EZEQUIEL MOLTÓ/EL PAÍS
Antonio Ballesta Martínez figura todavía en la lista de fallecidos del campo de concentración de Mauthausen, pero en realidad murió definitivamente este fin de semana en Alicante a los 102 años de edad por una insuficiencia renal. Ballesta, según confesó años más tarde, logró sobrevivir por puro azar, ya que intercambió su identidad y su placa con Rafael Millá, quien murió en el campo de concentración de Gusen en septiembre de 1942. El superviviente solía decir que prefería “olvidar que odiar”, pero sus atroces experiencias en el campo de concentración le acompañaron durante toda su vida.
Ballesta, hijo de un ferroviario, nació en Albatera (Alicante) en 1910. Cuando comenzó la Guerra Civil se alistó como miembro de la Guardia Nacional Republicana y recaló en Extremadura, Valencia y Barcelona. Tras la victoria de Franco huyó a Francia, donde colaboró en la construcción de campos de refugiados para los exiliados. Pero, en junio de 1940, con la derrota de las tropas francesas, acabó de prisionero de guerra en manos de los nazis. Ballesta, en una entrevista publicada en 2007 por la asociación cultural Alicante Vivo, rememoró las duras condiciones vitales y el trato vejatorio que sufrió en Mauthausen (Austria) entre los años 1941 y 1945.
Allí fue el preso 4.270. Un número que no olvidó jamás, y que aprendió a pronunciar en perfecto alemán porque de lo contrario recibía un severo castigo. “Nos daban latigazos con una manguera llena de arena, la pena mínima eran 25 golpes, y a 25 grados bajo cero”, recordaba.
En la localidad francesa de Belfort, preso por los nazis, se enteró de que iban a trasladarle al campo de concentración de Gusen y dejaba solo a su mejor amigo en Mauthausen. Entonces, según su testimonio, acordó intercambiar “destino y suerte” con Rafael Millá, hijo del que fuera alcalde de Alicante durante la guerra, Rafael Millá Santos, fundador del PCE en Alicante y destacado líder frente a la revuelta militar de julio de 1936.

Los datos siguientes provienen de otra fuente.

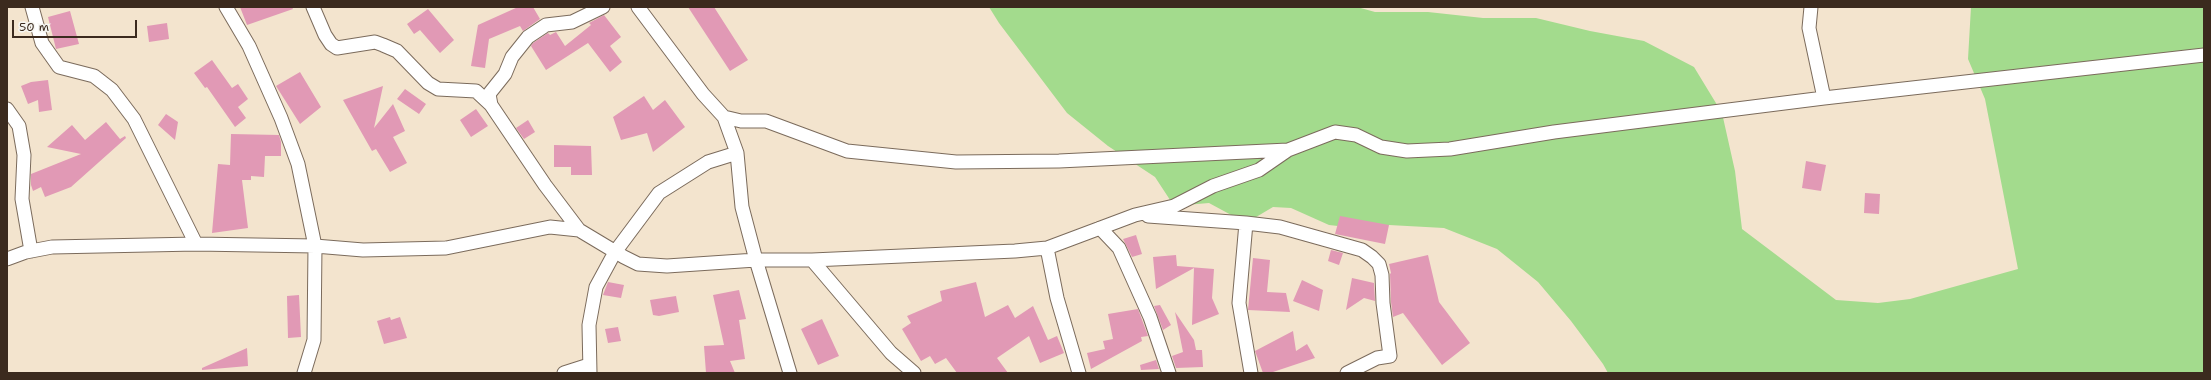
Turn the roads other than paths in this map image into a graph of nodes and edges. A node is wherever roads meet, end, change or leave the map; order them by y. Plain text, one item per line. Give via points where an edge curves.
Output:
1 (32, 7) edge
2 (226, 7) edge
3 (313, 7) edge
4 (603, 7) edge
5 (638, 7) edge
6 (1811, 7) edge
7 (2204, 56) edge
8 (1824, 98) junction
9 (491, 105) junction
10 (7, 109) edge
11 (724, 117) junction
12 (1288, 150) junction
13 (737, 153) junction
14 (1135, 215) junction
15 (1246, 223) junction
16 (1100, 228) junction
17 (579, 230) junction
18 (196, 244) junction
19 (315, 246) junction
20 (1048, 248) junction
21 (31, 251) junction
22 (615, 252) junction
23 (7, 259) edge
24 (756, 260) junction
25 (812, 260) junction
26 (590, 369) edge
27 (304, 373) edge
28 (564, 373) edge
29 (790, 373) edge
30 (914, 373) edge
31 (1079, 373) edge
32 (1169, 373) edge
33 (1251, 373) edge
34 (1347, 373) edge

1 - 18 street via 42,43 59,67 94,76 112,90 134,119
2 - 19 street via 249,46 281,118 298,164
3 - 9 street via 330,44 337,48 375,42 384,44 396,51 438,90 476,91
4 - 9 street via 572,22 546,25 528,37 489,94
5 - 11 street via 703,94
6 - 8 street via 1809,28
7 - 8 street
8 - 12 street via 1554,132 1450,149 1407,152 1381,147 1356,135 1335,132
9 - 17 street
10 - 21 street via 19,126 24,155 22,199
11 - 12 street via 742,121 766,121 847,151 956,162 1059,161
11 - 13 street
12 - 14 street via 1259,170 1213,186 1174,206
13 - 22 street via 708,162 659,193
13 - 24 street via 742,207
14 - 15 street
14 - 16 street
15 - 33 street via 1239,303
15 - 34 street via 1280,227 1362,250 1379,264 1390,356 1377,358
16 - 20 street
16 - 32 street via 1122,255 1150,317
17 - 19 street via 550,227 446,248 363,250
17 - 22 street
18 - 19 street
18 - 21 street via 52,247
19 - 27 street via 314,340
20 - 25 street
20 - 31 street via 1057,298
21 - 23 street
22 - 24 street via 638,264 667,266
22 - 26 street via 596,287 589,325
24 - 25 street
24 - 29 street
25 - 30 street via 891,353
26 - 28 street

En Mauthausen sufrió todo tipo de calamidades. “Me dieron con una trenza de cables eléctricos que me quitaron la piel de las nalgas durante semanas”, recordaba este preso que vio morir a compañeros, pasó frío, hambre y terror. Tras la guerra, se instaló en París y contactó con otros españoles en el exilio para intentar rehacer su vida.